Le troisième chapitre sera consacré aux discours et pratiques des deux formes organisationnelles autogérées que nous nommerons Coopcom et Imprim’coop, en référence à leurs cœurs de métier respectifs qui sont la communication et l’impression.

Ce chapitre suivra une structuration similaire au précédent.

Nous commencerons par présenter les discours de ces deux coopératives pour souligner leur ancrage dans l’utopie autogestionnaire et les liens qu’ils entretiennent avec les discours des organisations précédemment étudiées.

Nous investirons ensuite leurs pratiques, des constats que nous alimenterons une fois de plus par des données secondaires de « deuxième main » en nous appuyant sur les ouvrages précédemment présentés de Renaud Sainsaulieu, Pierre-Eric Tixier et Marie-Odile Marty (1983) et d’Albert Meister (1974). Nous pourrons ainsi apprécier la portée réellement subversive et alternative des expérimentations autogestionnaires dans le contexte de la société de l’information, de la communication et du savoir.

Ici encore, nous ferons par la suite dialoguer ces constats avec divers travaux de recherche en sciences humaines et sociales (principalement en sociologie et philosophie) pour éclairer les limites et dérives de l’autogestion. Nous ferons également ici appel au témoignage laissé par quelques « praticiens » (Mothé, 2004) de l’autogestion, comme Charles Piaget (1973) de Lip ou Marcel Mermoz (1978) de la communauté de travail de Boimondau.

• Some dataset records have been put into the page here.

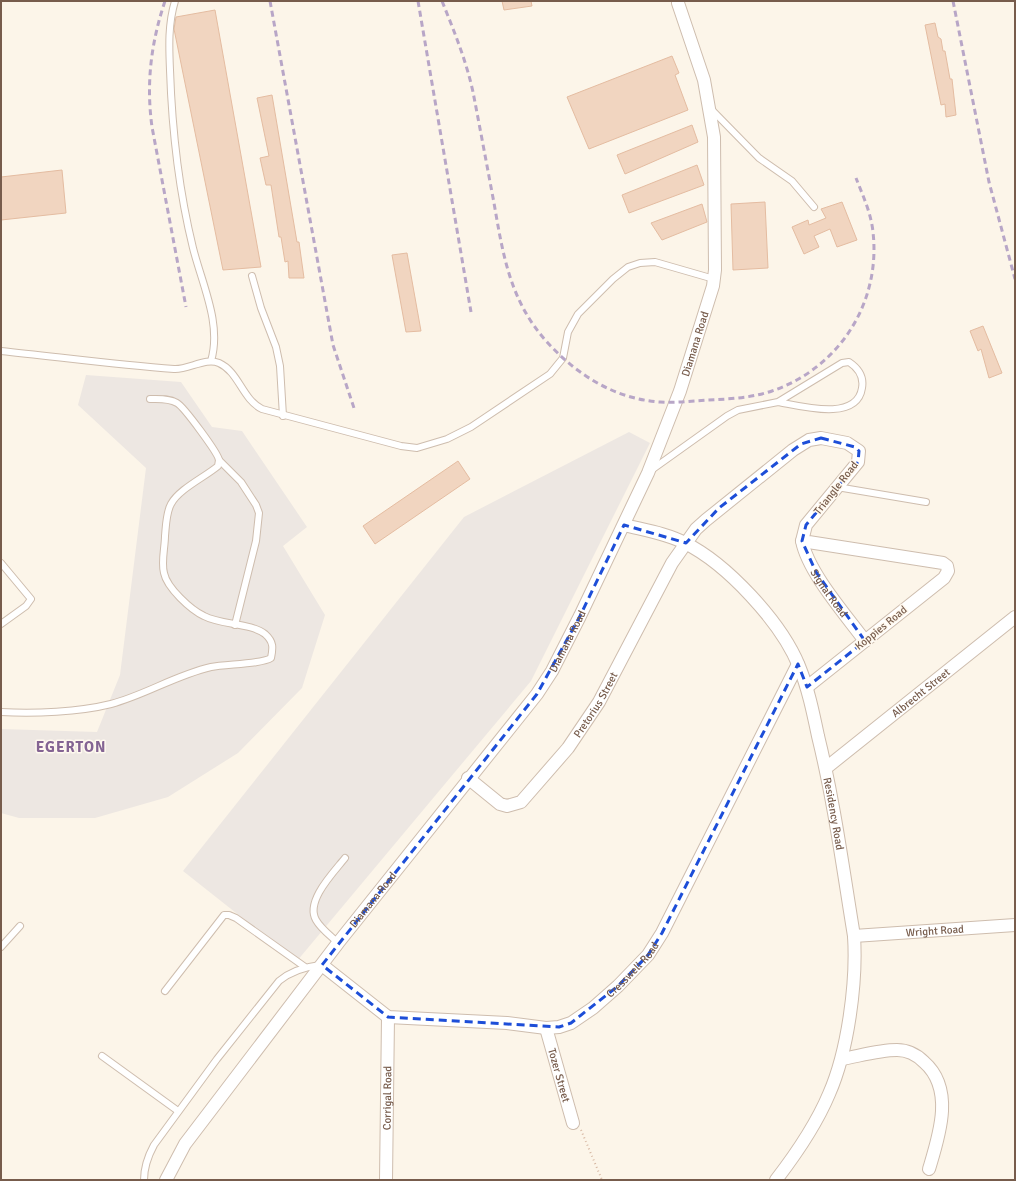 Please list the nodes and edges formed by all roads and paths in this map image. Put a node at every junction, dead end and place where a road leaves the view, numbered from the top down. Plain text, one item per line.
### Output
1 (175, 1) edge
2 (678, 3) dead end
3 (709, 107) junction
4 (814, 207) dead end
5 (252, 276) dead end
6 (714, 279) junction
7 (1, 351) edge
8 (211, 361) junction
9 (150, 399) dead end
10 (778, 402) junction
11 (283, 416) junction
12 (219, 460) junction
13 (648, 473) junction
14 (837, 487) junction
15 (926, 502) dead end
16 (624, 525) junction
17 (802, 540) junction
18 (686, 543) junction
19 (1, 563) edge
20 (1015, 617) edge
21 (1, 624) edge
22 (235, 625) junction
23 (865, 641) junction
24 (798, 664) junction
25 (807, 687) junction
26 (1, 712) edge
27 (826, 768) junction
28 (468, 778) junction
29 (346, 858) dead end
30 (1015, 925) edge
31 (20, 926) dead end
32 (854, 936) junction
33 (338, 943) junction
34 (1, 947) edge
35 (322, 965) junction
36 (305, 967) junction
37 (164, 991) dead end
38 (388, 1017) junction
39 (546, 1028) junction
40 (102, 1056) dead end
41 (842, 1059) junction
42 (178, 1111) junction
43 (573, 1123) joint
44 (929, 1169) dead end
45 (144, 1180) edge
46 (166, 1180) edge
47 (386, 1180) edge
48 (602, 1180) edge
49 (776, 1180) edge

1 - 8 lane
2 - 3 street, Diamana Road
3 - 4 lane
3 - 6 street, Diamana Road
5 - 11 lane
6 - 11 lane
6 - 13 street, Diamana Road
7 - 8 lane
8 - 11 lane
9 - 12 lane
10 - 10 lane
10 - 13 lane
12 - 22 lane
12 - 22 lane
13 - 16 street, Diamana Road
14 - 15 lane
14 - 17 street, Triangle Road
14 - 18 street, Triangle Road
16 - 18 street, Residency Road
16 - 28 street, Diamana Road
17 - 23 street, Signal Road
17 - 23 street, Koppies Road
18 - 24 street, Residency Road
18 - 28 street, Pretorius Street
19 - 21 lane
20 - 27 street, Albrecht Street
22 - 26 lane
23 - 25 street, Koppies Road
24 - 25 street, Residency Road
24 - 39 street, Cresswell Road
25 - 27 street, Residency Road
27 - 32 street, Residency Road
28 - 33 street, Diamana Road
29 - 33 lane
30 - 32 street, Wright Road
31 - 34 lane
32 - 41 street, Residency Road
33 - 35 street, Diamana Road
35 - 36 lane
35 - 38 street
35 - 46 street, Diamana Road
36 - 37 lane
36 - 42 lane
38 - 39 street, Cresswell Road
38 - 47 street, Corrigal Road
39 - 43 street, Tozer Street
40 - 42 lane
41 - 44 street
41 - 49 street, Residency Road
42 - 45 lane
43 - 48 path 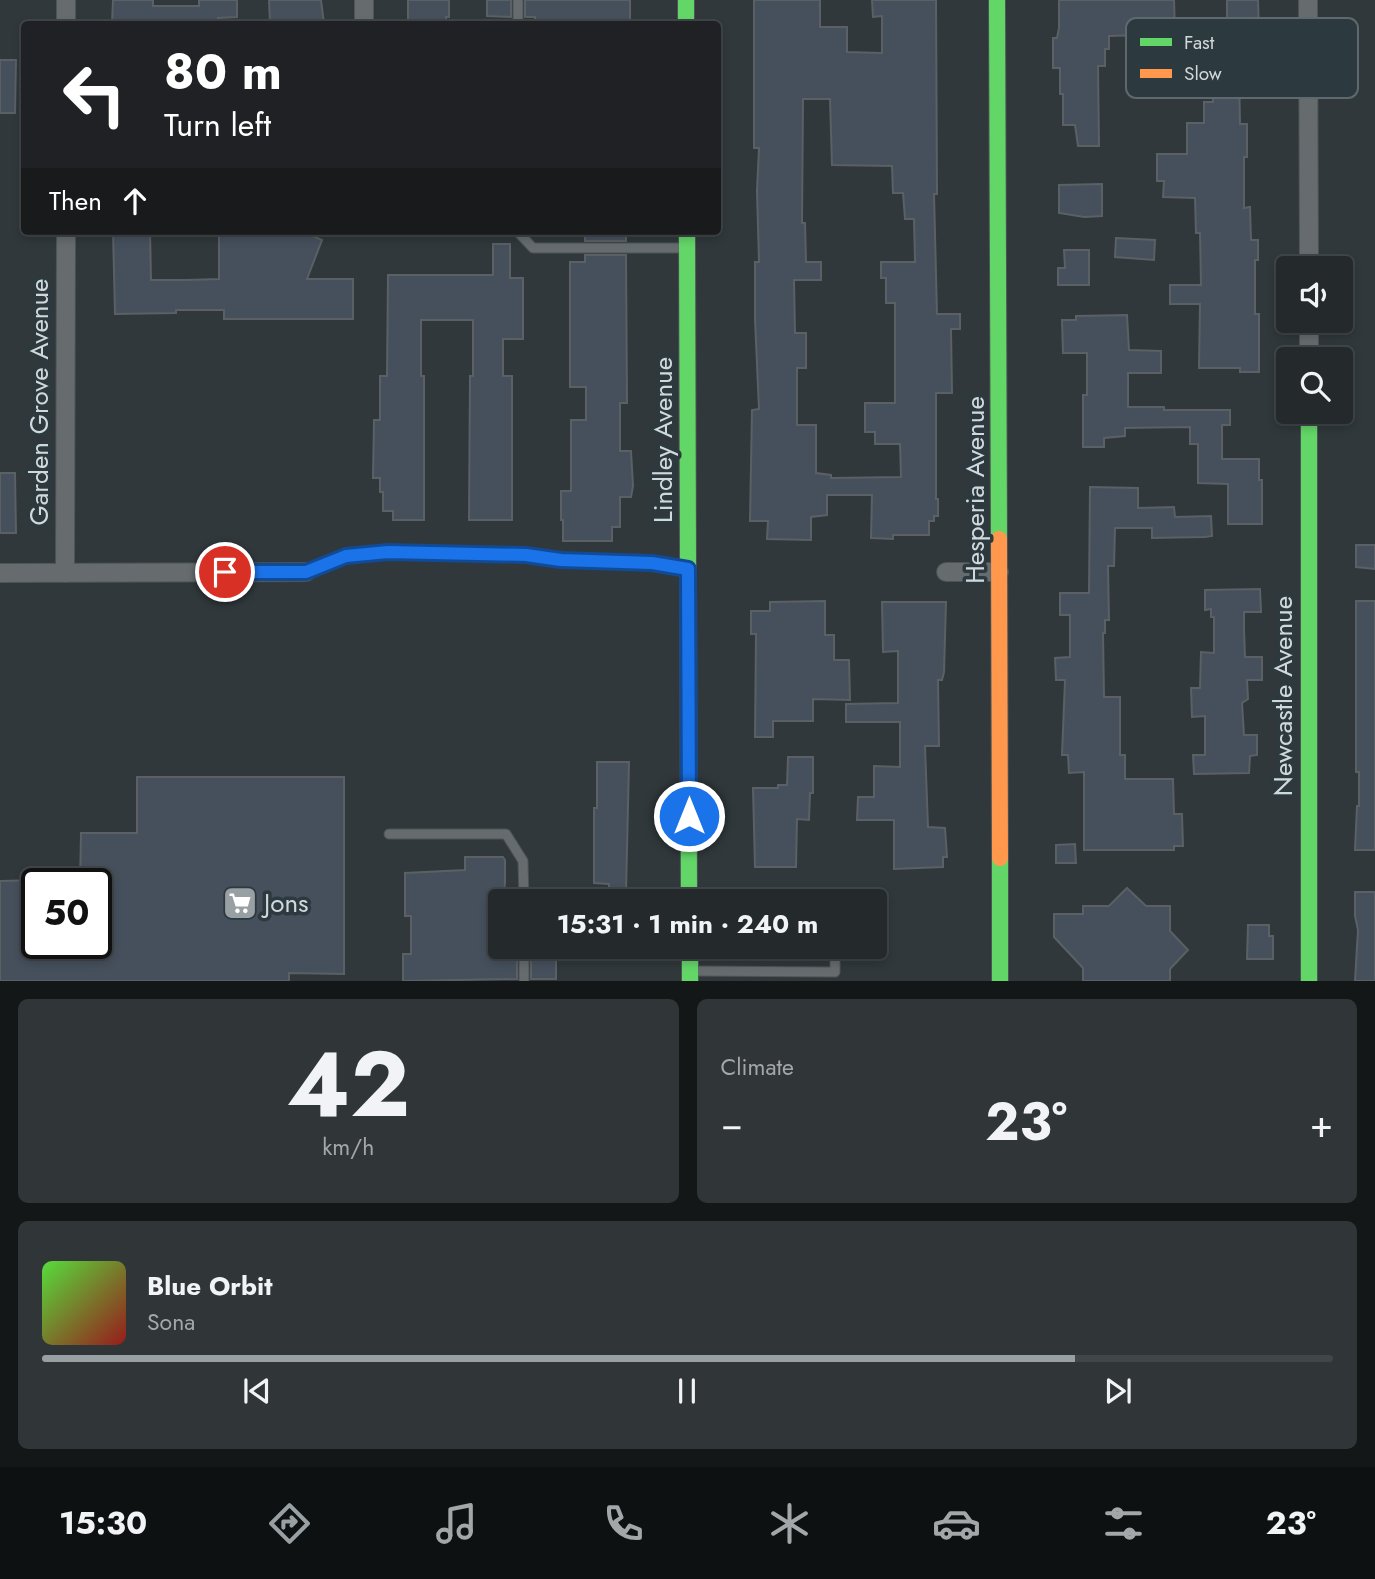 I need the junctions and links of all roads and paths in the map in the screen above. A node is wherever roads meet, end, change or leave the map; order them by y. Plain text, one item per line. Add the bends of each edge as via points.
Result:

Pour conclure ce dernier chapitre, nous confronterons enfin les pratiques, mais également la portée et les effets de ces pratiques, des nouvelles formes organisationnelles et des formes organisationnelles autogérées pour mettre une ultime fois à l’épreuve la portée subversive de ces dernières.

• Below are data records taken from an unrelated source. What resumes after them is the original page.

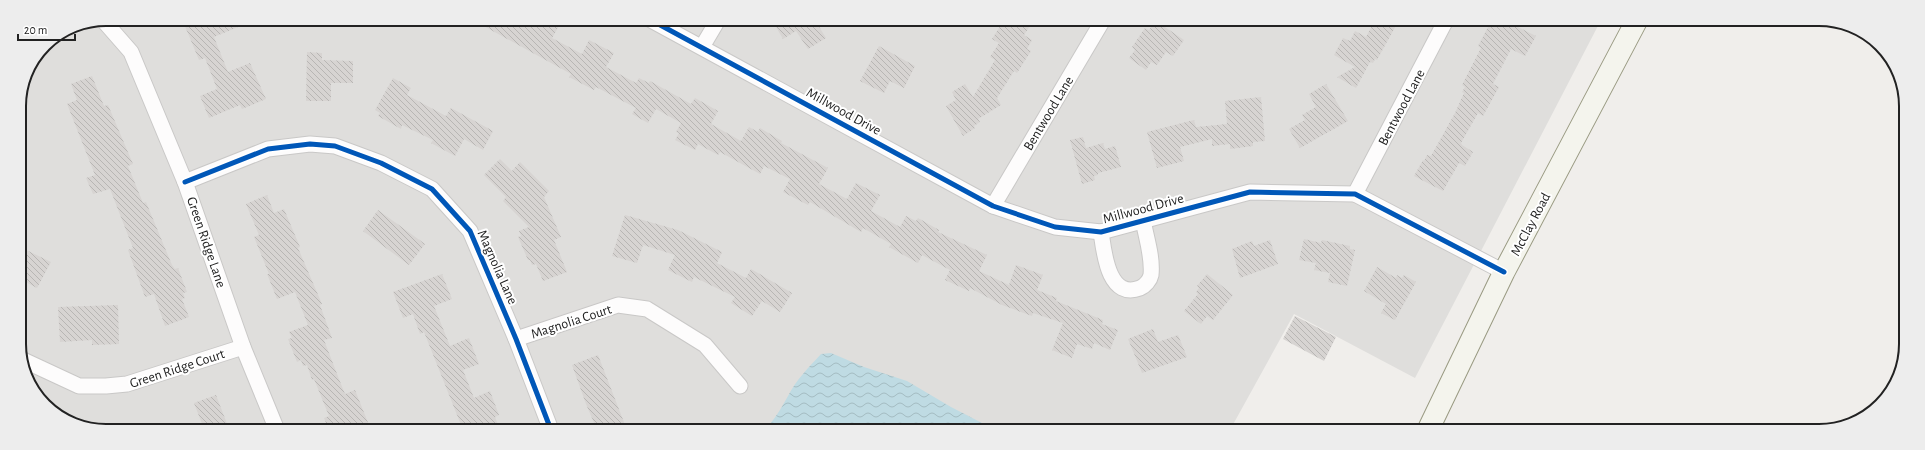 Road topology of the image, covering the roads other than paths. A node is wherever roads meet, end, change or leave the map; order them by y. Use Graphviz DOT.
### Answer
graph roads {
  1 [pos="108,26"];
  2 [pos="662,26"];
  3 [pos="714,26"];
  4 [pos="1099,26"];
  5 [pos="1443,26"];
  6 [pos="1634,26"];
  7 [pos="702,47"];
  8 [pos="185,182"];
  9 [pos="1355,194"];
  10 [pos="993,206"];
  11 [pos="1143,220"];
  12 [pos="1100,232"];
  13 [pos="1504,272"];
  14 [pos="516,339"];
  15 [pos="243,347"];
  16 [pos="28,362"];
  17 [pos="740,386"];
  18 [pos="275,424"];
  19 [pos="549,424"];
  20 [pos="1431,424"];
  1 -- 8 [label="street, Green Ridge Lane"];
  2 -- 7 [label="street, Millwood Drive"];
  3 -- 7 [label="street"];
  4 -- 10 [label="street, Bentwood Lane"];
  5 -- 9 [label="street, Bentwood Lane"];
  6 -- 13 [label="main road, McClay Road"];
  7 -- 10 [label="street, Millwood Drive"];
  8 -- 14 [label="street, Magnolia Lane"];
  8 -- 15 [label="street, Green Ridge Lane"];
  9 -- 11 [label="street, Millwood Drive"];
  9 -- 13 [label="street, Millwood Drive"];
  10 -- 12 [label="street, Millwood Drive"];
  11 -- 12 [label="street, Millwood Drive"];
  11 -- 12 [label="street, Millwood Drive"];
  13 -- 20 [label="main road, McClay Road"];
  14 -- 17 [label="street, Magnolia Court"];
  14 -- 19 [label="street, Magnolia Lane"];
  15 -- 16 [label="street, Green Ridge Court"];
  15 -- 18 [label="street, Green Ridge Lane"];
}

Ce travail de recherche se propose donc de naviguer du « monde des idées » à celui des

« pratiques » pour proposer de nouvelles interprétations théoriques sur les phénomènes que nous étudierons.

Cette navigation entre les niveaux conceptuel et empirique dessinera ainsi un « mouvement pendulaire » que nous tenons pour nécessaire en sciences. Norbert Elias (1993) distingue en effet « deux niveaux de savoirs : celui des idées générales, des théories ou modèles, et celui de l’observation et de la perception de phénomènes déterminés » qui doivent toujours s’articuler : « ce dernier, s’il n’est pas suffisamment fécondé par le premier, demeure désordonné et confus. Le premier, s’il n’est pas suffisamment fécondé par le dernier, reste dominé par les sentiments et les produits de l’imagination ».